И это еще была та самая часть России, которую называют европейской! что-то творится в российской глубинке? На Сибирском тракте? Или на Владимирском?
— Трогай, голубчик! — услышала она и невольно вздрогнула.
Голос показался ей знакомым. Александра попыталась заглянуть за занавески, чтобы увидеть лицо дамы, но успела заметить лишь рыжеватую прядь волос. Сердце ее тревожно забилось. «Неужели?… Нет, показалось! А что, если так? Кэтти Соболинская едет в Германию. Или дальше, в Париж… Господи! Кэтти едет в Париж!»
— Мадам! — окликнул ее месье Рожер. — Я не смею вас торопить, но лошади…
Она неохотно села в свой экипаж. Опять утомительная дорога до темноты, мрачное молчание Армана Рожера, молчаливое сочувствие Адель. И пейзаж, который становился все более унылым.
«Дрожащие огни печальных деревень…» — невольно вспомнила она стихи Михаила Лермонтова. Да, это Россия…
Кэтти Соболинская (а это и в самом деле была она) тоже обратила внимание на даму в дорогих мехах. Вчера по прибытии эта дама сразу же поднялась в свою комнату и к ужину не спустилась. Кэтти и не намерена была ни с кем общаться. Но статная фигура дамы, закутанная в соболя, ее повадка, грация, с которой та оперлась на руку своего спутника, яркие волосы медового оттенка, — все это показалось Екатерине Григорьевне чрезвычайно знакомым. И она заволновалась.
«
Под мерный стук колес Кэтти вскоре задремала. Ее ждали Париж и барон Редлих. И совсем иное ждало графиню Ланину.
Как и предупреждала Александра, дорога становилась все хуже. Когда колеса окончательно увязли в снегу, она сказала месье Рожеру:
— Надо сменить карету на кибитку. А колеса на полозья саней. Это Россия, месье. У нас сейчас зима, хоть и самый ее конец. Благодарение Господу, уже не так холодно. Но снег будет лежать еще с месяц, а то и дольше.

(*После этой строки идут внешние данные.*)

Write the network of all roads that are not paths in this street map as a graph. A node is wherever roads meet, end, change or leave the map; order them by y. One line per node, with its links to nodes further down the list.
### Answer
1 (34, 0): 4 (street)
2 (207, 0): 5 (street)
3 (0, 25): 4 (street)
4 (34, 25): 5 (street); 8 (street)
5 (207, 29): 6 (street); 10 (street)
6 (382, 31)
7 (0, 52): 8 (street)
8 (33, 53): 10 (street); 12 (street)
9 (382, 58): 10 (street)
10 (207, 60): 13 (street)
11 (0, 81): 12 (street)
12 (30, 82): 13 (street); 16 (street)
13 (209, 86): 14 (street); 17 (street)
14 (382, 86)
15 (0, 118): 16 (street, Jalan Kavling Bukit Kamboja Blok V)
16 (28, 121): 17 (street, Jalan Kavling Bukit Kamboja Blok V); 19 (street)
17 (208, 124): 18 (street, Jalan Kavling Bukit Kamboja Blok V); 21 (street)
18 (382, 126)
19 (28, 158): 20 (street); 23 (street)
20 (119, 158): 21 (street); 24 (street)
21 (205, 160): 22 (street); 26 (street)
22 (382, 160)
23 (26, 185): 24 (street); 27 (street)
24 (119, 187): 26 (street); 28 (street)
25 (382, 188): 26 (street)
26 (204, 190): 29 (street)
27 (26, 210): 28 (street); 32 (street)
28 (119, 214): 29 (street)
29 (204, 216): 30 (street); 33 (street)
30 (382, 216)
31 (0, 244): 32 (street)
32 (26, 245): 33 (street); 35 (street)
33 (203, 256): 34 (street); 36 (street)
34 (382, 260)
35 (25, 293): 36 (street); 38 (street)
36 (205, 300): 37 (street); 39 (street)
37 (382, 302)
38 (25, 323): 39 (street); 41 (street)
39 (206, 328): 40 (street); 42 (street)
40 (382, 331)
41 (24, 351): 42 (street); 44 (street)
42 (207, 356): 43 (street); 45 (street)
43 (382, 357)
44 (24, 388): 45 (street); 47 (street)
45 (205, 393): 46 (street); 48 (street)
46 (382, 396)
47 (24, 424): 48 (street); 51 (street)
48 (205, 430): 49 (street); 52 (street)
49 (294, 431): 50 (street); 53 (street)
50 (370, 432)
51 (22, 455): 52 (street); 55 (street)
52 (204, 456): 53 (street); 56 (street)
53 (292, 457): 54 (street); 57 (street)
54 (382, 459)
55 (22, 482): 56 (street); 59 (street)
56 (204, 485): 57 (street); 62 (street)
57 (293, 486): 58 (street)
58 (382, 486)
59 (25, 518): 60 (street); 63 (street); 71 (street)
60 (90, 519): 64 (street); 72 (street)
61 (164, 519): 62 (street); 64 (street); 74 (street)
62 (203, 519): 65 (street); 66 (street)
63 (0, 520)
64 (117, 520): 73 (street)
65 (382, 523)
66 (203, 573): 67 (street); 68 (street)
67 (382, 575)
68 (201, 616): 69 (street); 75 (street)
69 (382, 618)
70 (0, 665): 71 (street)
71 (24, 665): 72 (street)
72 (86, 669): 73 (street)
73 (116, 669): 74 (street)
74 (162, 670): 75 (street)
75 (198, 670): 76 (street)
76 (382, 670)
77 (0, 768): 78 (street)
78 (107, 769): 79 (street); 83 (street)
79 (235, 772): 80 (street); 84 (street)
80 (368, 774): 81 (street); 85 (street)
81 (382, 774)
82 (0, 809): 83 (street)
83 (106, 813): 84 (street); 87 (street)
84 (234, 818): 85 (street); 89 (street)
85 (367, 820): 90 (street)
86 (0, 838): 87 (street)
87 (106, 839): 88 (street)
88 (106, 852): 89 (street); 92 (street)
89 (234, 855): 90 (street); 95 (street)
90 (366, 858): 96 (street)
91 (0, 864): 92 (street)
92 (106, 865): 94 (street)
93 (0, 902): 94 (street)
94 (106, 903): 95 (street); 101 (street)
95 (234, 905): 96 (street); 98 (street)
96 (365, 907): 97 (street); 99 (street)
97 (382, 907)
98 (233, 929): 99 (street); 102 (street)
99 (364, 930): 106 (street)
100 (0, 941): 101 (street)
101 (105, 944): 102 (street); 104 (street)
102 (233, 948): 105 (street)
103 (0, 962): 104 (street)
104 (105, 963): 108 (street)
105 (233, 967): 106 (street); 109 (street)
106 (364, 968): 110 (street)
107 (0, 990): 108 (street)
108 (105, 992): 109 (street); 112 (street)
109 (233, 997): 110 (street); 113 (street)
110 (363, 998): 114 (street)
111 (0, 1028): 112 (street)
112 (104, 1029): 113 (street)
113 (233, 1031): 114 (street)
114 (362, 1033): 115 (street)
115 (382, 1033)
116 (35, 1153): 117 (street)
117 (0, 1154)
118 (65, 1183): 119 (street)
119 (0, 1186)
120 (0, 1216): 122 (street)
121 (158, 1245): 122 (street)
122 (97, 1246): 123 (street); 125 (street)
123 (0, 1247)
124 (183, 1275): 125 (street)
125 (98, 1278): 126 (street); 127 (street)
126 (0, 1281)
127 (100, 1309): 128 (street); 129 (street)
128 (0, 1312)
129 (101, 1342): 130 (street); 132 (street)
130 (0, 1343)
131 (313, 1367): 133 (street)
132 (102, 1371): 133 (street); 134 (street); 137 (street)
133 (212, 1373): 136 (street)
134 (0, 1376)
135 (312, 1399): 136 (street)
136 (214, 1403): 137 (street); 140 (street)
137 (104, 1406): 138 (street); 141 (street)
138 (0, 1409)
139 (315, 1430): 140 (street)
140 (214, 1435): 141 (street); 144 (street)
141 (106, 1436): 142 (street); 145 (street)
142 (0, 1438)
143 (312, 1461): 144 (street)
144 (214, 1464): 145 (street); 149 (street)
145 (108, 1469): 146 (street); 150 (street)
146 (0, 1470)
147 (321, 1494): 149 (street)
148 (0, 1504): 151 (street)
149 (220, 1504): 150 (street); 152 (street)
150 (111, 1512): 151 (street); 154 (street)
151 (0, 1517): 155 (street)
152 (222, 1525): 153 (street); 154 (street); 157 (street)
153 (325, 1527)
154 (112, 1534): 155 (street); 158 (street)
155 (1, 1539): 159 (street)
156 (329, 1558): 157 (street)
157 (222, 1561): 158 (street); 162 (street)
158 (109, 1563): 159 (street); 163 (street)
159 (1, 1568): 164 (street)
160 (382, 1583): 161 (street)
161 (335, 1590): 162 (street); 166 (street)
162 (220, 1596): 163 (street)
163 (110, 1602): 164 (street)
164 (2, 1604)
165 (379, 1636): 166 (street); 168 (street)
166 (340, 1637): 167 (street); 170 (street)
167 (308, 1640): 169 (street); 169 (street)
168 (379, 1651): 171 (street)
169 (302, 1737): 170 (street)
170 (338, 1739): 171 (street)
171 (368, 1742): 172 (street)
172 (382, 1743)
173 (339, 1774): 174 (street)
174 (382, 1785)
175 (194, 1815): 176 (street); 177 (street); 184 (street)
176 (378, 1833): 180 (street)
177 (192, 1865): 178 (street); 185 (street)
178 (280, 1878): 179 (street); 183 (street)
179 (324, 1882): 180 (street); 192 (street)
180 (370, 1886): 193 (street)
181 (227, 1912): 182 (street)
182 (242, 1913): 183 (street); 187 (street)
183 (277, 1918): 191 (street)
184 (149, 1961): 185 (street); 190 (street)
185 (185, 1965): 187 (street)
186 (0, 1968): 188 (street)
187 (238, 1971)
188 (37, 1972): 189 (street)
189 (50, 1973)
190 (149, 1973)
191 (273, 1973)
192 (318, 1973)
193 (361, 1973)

— Я никогда не видел столько снега! — в отчаянии сказал Арман Рожер. — Вы правы, сударыня, нам надо сменить экипаж.
Александра посоветовала ему не поскупиться и взять две самые резвые тройки.

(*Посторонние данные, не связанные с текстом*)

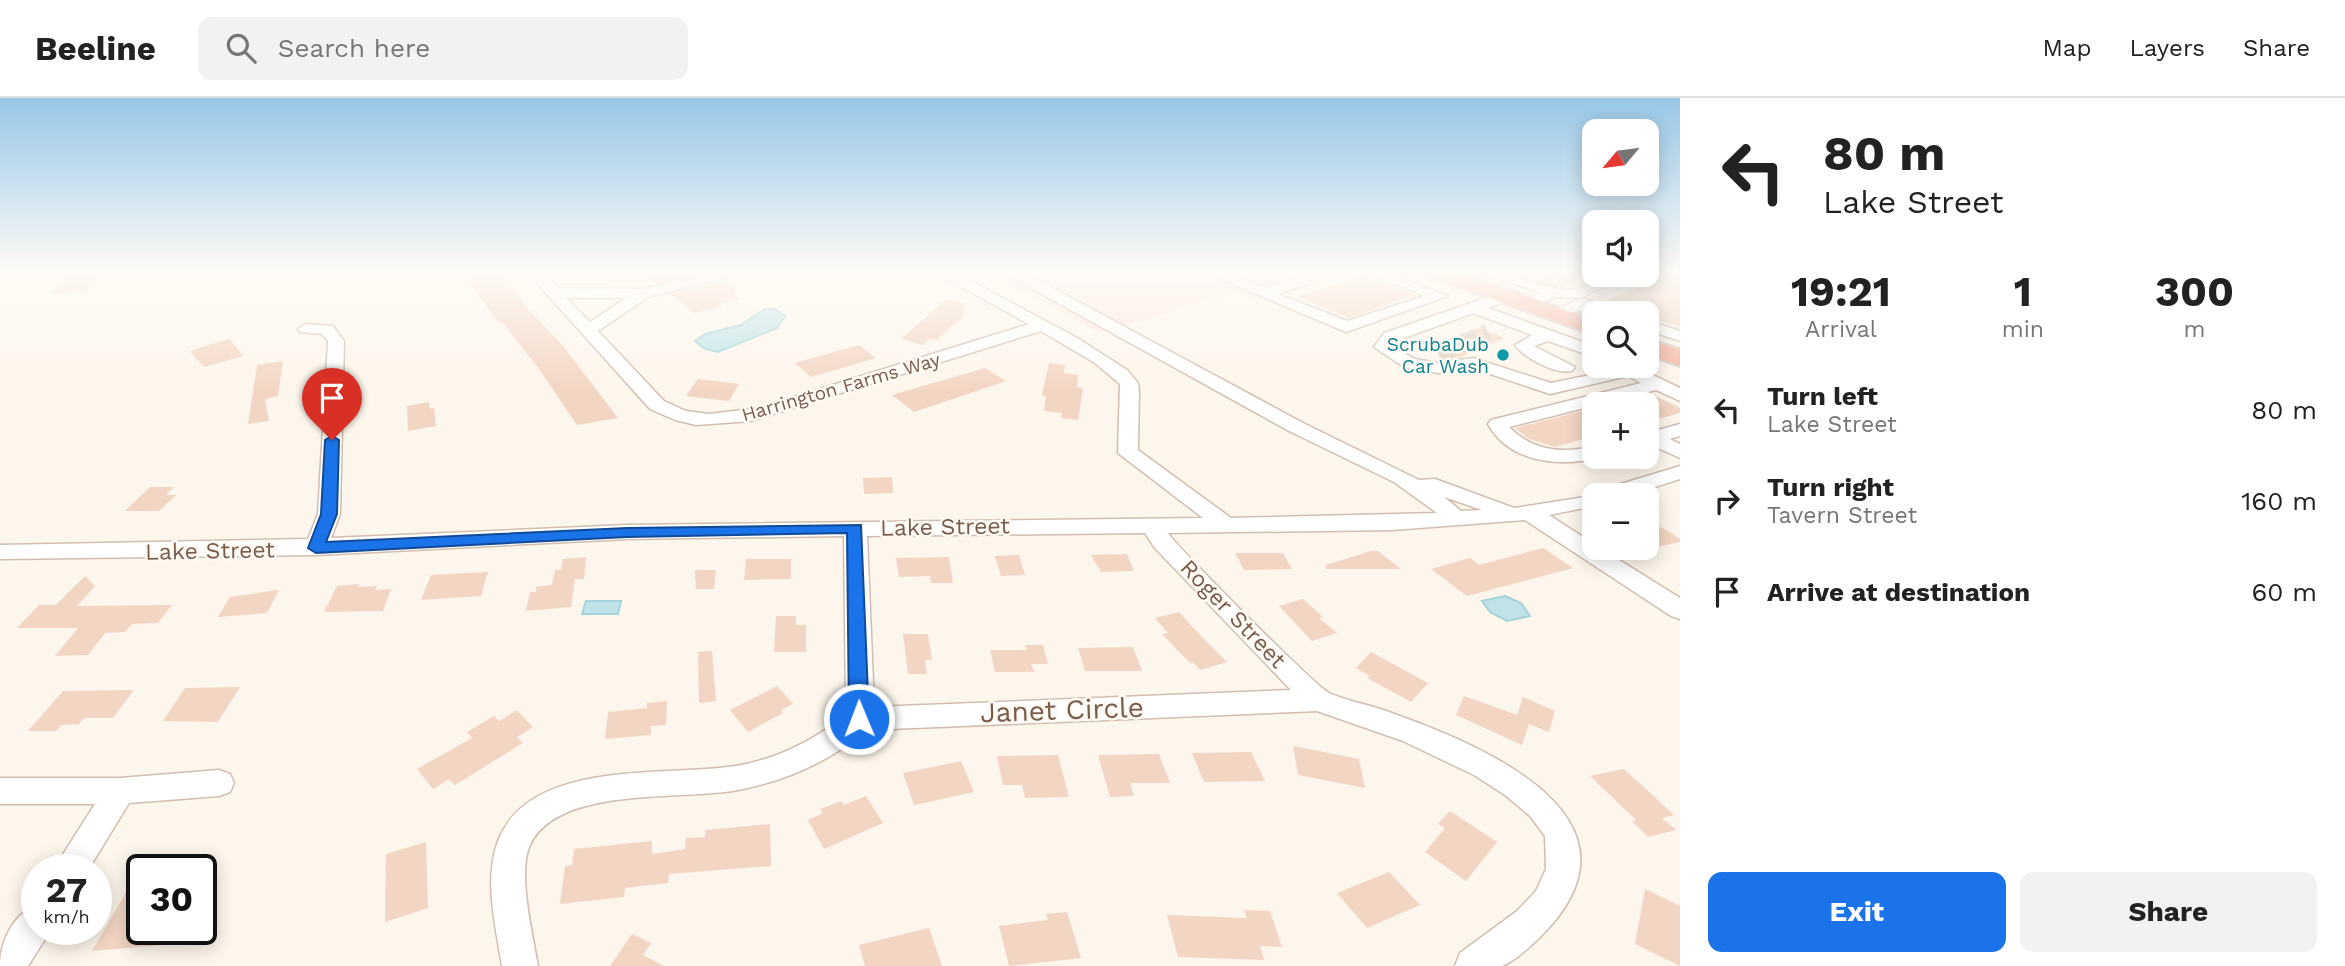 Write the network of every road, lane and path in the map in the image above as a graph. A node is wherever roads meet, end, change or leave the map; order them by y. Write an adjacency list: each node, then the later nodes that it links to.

— Но почему две? Не слишком ли это большая роскошь, везти камеристку в отдельном экипаже?
— Так лошадям будет гораздо легче, и они пойдут быстрее. И потом: ваш кучер не знает дороги. Он поедет следом за тем, кто хорошо ее знает.
— Вы правы, мадам, — вновь был вынужден согласиться с ней Арман Рожер.
После торгов со смотрителем француз пришел в бешенство.
— Это грабеж! — возмутился он. — Я оставляю ему отличных лошадей, а он взамен дерет с меня три шкуры за своих паршивых!
Александра не выдержала и расхохоталась.
— Что вас так развеселило, сударыня? — еще больше разозлился месье Рожер.
— Я просто вижу, что на моей родине за год ничего не изменилось! Да и не могло измениться. Голод, холод, придирки, прижимки и все та же дороговизна! Я советую вам платить и не возмущаться. Иначе вы вообще ничего не получите и не тронетесь с места.